Gastritis rarely occurs in infants or children; increasing prevalence with age
- Predominant age: all ages (more common in elderly)
- Predominant sex: male = female
Etiology and Pathophysiology
- Noxious agents cause a breakdown in the gastric mucosal barrier, exposing epithelium to injury.
- Infection: H. pylori (most common cause), Staphylococcus aureus exotoxins, and viral infection
- Aspirin and other NSAIDs
- Bile reflux
- Pancreatic enzyme reflux
- Portal hypertensive gastropathy
- Emotional stress
Unknown, but observational studies show that 10% of a given population is never colonized with H. pylori, regardless of exposure.
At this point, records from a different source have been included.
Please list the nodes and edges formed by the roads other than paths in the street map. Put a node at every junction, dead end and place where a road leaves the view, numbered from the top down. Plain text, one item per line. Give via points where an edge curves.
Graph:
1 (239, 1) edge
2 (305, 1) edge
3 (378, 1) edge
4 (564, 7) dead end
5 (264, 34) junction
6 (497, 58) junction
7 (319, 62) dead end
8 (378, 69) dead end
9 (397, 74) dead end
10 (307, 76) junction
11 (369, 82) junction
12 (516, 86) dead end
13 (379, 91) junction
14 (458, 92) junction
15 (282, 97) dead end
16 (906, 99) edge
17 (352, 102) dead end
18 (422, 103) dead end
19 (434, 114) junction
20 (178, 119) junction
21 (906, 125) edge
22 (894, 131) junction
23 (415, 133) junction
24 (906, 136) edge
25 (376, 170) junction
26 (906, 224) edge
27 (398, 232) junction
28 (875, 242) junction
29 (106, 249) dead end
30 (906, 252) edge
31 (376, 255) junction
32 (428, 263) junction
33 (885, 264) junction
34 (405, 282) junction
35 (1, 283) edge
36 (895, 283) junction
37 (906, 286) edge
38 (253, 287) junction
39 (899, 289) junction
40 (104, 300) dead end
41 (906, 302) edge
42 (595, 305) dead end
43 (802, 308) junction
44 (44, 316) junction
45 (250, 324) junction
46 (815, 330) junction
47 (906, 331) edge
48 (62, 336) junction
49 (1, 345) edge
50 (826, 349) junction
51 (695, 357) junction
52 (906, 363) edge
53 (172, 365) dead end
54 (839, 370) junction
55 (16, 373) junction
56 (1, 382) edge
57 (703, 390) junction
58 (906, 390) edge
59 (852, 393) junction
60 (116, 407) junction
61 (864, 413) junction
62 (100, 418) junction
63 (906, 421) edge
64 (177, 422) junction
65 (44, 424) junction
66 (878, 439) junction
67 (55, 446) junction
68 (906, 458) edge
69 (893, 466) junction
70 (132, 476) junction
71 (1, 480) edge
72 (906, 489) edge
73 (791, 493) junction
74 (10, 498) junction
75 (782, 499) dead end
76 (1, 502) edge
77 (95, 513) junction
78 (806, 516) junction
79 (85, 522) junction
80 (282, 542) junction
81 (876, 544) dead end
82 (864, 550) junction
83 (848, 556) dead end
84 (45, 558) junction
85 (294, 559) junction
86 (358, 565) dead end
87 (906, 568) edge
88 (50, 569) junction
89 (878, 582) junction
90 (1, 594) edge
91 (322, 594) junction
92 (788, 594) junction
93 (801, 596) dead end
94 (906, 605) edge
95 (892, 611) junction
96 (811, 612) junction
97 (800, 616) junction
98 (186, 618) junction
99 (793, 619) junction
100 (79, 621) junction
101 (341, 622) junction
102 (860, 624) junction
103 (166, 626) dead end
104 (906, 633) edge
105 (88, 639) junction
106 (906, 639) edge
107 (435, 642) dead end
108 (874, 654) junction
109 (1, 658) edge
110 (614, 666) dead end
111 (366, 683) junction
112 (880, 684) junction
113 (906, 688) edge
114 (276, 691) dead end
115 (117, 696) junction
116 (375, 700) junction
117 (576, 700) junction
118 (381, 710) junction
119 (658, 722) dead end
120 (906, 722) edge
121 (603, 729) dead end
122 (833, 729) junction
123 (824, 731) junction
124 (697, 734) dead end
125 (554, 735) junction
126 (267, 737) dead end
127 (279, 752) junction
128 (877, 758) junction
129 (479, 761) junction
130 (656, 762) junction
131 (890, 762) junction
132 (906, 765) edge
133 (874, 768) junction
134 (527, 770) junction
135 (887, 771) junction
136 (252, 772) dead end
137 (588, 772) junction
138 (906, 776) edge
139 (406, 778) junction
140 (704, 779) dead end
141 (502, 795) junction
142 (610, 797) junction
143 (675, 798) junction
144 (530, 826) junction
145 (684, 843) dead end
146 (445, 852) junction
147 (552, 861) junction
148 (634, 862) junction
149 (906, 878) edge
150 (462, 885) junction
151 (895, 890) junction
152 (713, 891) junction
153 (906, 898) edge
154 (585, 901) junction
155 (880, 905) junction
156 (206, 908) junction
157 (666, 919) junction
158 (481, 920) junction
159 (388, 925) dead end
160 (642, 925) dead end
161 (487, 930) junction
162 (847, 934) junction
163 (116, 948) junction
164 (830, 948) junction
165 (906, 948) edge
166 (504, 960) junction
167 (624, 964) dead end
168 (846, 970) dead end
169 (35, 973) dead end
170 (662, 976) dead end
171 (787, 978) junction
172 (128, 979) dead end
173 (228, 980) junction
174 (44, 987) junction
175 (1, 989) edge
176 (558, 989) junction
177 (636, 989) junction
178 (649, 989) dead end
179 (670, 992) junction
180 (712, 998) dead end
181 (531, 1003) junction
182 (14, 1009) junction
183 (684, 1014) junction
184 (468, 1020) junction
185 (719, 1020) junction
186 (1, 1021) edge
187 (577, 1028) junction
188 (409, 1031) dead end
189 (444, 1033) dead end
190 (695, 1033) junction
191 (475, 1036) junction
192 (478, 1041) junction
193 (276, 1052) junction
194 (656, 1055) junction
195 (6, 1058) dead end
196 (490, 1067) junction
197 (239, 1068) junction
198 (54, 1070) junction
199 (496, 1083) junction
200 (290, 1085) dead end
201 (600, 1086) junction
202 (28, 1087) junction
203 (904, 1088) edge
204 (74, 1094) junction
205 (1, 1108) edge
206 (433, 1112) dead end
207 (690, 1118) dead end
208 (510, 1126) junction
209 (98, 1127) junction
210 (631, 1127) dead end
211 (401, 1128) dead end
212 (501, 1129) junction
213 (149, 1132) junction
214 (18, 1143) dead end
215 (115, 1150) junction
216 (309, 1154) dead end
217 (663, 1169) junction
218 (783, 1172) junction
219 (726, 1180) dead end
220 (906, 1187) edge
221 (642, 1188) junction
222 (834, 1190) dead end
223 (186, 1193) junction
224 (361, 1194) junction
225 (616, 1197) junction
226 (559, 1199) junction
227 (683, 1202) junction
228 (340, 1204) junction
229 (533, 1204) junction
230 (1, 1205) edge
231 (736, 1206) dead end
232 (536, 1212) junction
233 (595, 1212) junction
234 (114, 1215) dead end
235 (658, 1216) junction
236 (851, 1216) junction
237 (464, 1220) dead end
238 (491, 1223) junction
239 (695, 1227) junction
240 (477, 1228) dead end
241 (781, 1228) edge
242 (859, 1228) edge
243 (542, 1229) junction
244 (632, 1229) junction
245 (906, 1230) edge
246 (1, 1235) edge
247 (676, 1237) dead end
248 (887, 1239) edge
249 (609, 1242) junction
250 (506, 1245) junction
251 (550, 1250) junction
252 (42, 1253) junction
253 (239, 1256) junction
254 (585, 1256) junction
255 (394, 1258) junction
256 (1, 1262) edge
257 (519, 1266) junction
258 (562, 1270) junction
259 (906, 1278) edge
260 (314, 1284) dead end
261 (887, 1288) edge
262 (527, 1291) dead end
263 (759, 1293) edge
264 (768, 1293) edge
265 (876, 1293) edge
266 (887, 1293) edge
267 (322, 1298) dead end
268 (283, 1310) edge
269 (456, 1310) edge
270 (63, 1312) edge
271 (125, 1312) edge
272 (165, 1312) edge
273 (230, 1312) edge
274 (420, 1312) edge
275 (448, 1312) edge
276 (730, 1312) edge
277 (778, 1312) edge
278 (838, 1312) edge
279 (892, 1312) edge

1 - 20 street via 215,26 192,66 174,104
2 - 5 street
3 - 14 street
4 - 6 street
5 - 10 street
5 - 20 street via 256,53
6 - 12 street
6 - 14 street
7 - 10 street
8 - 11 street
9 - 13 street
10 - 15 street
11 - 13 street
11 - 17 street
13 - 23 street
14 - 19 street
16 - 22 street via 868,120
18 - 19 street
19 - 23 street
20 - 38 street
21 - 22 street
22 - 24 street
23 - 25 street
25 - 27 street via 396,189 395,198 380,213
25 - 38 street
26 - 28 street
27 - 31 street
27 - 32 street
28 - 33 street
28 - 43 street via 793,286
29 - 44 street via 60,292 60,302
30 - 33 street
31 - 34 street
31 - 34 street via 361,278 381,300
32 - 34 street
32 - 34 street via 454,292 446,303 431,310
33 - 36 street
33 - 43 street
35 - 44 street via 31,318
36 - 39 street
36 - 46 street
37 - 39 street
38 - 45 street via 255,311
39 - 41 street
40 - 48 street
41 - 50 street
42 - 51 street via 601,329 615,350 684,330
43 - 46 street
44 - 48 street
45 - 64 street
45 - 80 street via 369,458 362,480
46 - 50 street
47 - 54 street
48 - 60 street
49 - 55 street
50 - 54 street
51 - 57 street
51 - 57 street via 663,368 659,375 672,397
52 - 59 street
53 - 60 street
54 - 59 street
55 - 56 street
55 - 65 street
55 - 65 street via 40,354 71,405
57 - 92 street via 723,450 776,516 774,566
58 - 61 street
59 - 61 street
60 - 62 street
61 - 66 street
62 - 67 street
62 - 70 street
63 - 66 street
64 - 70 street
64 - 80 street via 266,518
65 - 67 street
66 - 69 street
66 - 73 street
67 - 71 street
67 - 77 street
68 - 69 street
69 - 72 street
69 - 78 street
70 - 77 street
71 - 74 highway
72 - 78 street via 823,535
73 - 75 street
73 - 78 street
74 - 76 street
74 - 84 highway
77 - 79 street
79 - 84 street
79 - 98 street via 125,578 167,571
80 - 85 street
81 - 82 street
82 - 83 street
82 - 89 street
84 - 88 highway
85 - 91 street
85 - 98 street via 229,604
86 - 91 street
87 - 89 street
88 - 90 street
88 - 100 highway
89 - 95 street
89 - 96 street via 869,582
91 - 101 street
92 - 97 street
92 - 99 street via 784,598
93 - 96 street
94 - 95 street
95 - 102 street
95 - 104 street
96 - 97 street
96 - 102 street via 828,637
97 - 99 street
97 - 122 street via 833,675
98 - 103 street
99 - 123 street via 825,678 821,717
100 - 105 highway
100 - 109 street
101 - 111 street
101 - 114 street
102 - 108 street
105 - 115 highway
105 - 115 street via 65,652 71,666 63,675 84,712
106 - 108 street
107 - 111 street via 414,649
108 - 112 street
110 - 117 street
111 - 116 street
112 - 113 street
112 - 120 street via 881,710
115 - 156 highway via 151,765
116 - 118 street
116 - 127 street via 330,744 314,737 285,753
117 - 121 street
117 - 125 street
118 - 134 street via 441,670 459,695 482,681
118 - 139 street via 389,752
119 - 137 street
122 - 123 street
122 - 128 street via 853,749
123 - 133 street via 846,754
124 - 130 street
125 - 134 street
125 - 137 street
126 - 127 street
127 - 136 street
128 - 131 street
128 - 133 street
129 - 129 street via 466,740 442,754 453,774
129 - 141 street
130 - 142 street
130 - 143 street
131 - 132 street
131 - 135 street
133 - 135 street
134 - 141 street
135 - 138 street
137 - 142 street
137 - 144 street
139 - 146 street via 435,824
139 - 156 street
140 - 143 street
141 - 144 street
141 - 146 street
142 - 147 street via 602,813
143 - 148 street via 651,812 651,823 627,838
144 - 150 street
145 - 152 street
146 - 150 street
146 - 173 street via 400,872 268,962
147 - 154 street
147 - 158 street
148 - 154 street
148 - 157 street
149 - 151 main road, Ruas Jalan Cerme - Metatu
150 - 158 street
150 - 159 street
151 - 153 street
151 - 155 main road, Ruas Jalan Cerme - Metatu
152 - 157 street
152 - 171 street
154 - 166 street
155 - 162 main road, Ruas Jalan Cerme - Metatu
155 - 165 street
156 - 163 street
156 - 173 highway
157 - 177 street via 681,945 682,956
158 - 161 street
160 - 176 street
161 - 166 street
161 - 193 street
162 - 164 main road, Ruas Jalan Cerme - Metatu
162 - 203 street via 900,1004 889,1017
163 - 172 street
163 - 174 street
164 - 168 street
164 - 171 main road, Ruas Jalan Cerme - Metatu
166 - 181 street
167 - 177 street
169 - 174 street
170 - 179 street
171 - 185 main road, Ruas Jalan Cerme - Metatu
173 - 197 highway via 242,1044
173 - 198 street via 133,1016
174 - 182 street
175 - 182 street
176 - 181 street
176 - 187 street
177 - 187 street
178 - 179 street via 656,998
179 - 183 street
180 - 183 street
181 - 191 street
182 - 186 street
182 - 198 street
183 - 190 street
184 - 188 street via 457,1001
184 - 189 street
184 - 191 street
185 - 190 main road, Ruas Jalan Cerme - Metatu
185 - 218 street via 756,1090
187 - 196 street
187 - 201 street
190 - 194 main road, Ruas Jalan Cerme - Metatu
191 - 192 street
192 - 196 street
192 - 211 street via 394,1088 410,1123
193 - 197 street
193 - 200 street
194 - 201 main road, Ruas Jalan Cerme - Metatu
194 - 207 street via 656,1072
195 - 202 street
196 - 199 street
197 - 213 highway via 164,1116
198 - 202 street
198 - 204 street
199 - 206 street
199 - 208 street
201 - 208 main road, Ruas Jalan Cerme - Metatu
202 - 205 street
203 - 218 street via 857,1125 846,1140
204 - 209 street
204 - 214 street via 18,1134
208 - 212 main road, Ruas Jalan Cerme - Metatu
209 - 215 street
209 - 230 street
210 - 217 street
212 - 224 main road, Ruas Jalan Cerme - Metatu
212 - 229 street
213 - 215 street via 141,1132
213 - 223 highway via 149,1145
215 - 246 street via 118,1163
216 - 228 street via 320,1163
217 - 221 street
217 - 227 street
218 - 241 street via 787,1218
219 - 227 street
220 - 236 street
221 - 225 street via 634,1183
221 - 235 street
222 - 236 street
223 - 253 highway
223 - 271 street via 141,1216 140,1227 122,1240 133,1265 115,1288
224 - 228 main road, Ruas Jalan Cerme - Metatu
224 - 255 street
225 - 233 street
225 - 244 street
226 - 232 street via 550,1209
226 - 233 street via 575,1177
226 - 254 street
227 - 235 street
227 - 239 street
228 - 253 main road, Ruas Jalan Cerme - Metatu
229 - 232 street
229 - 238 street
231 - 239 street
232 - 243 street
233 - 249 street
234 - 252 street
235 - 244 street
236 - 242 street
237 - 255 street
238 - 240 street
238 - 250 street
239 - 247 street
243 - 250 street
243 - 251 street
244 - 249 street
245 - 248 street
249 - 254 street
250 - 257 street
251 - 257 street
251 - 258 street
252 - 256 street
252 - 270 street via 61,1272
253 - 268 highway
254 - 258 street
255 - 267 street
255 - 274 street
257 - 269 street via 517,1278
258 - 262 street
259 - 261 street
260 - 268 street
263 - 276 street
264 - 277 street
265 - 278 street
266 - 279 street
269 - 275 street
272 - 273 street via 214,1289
Genetic variations in TLR1 may help explain some of this observed variation in individual risk for H. pylori infection.
- Age >60 years—prevalence of 50–60% by age 60 years
- Exposure to potentially noxious drugs or chemicals (e.g., alcohol or NSAIDs)
- Hypovolemia, hypoxia (shock), burns, head injury, complicated postoperative course
- Autoimmune diseases (thyroid disease and diabetes)
- Family history of H. pylori and/or gastric cancer
- Stress (hypovolemia or hypoxia)
- Tobacco use
- Pernicious anemia
- Gastric mucosal atrophy
- Avoid injurious drugs or chemical agents.
- Patients with hypovolemia or hypoxia (especially ICU patients) should receive prophylactic therapy. H2 receptor antagonists, prostaglandins, or sucralfate are commonly used for gastric mucosal protection.
- Consider testing for H. pylori (and eradicating if present) in patients on long-term NSAID therapy.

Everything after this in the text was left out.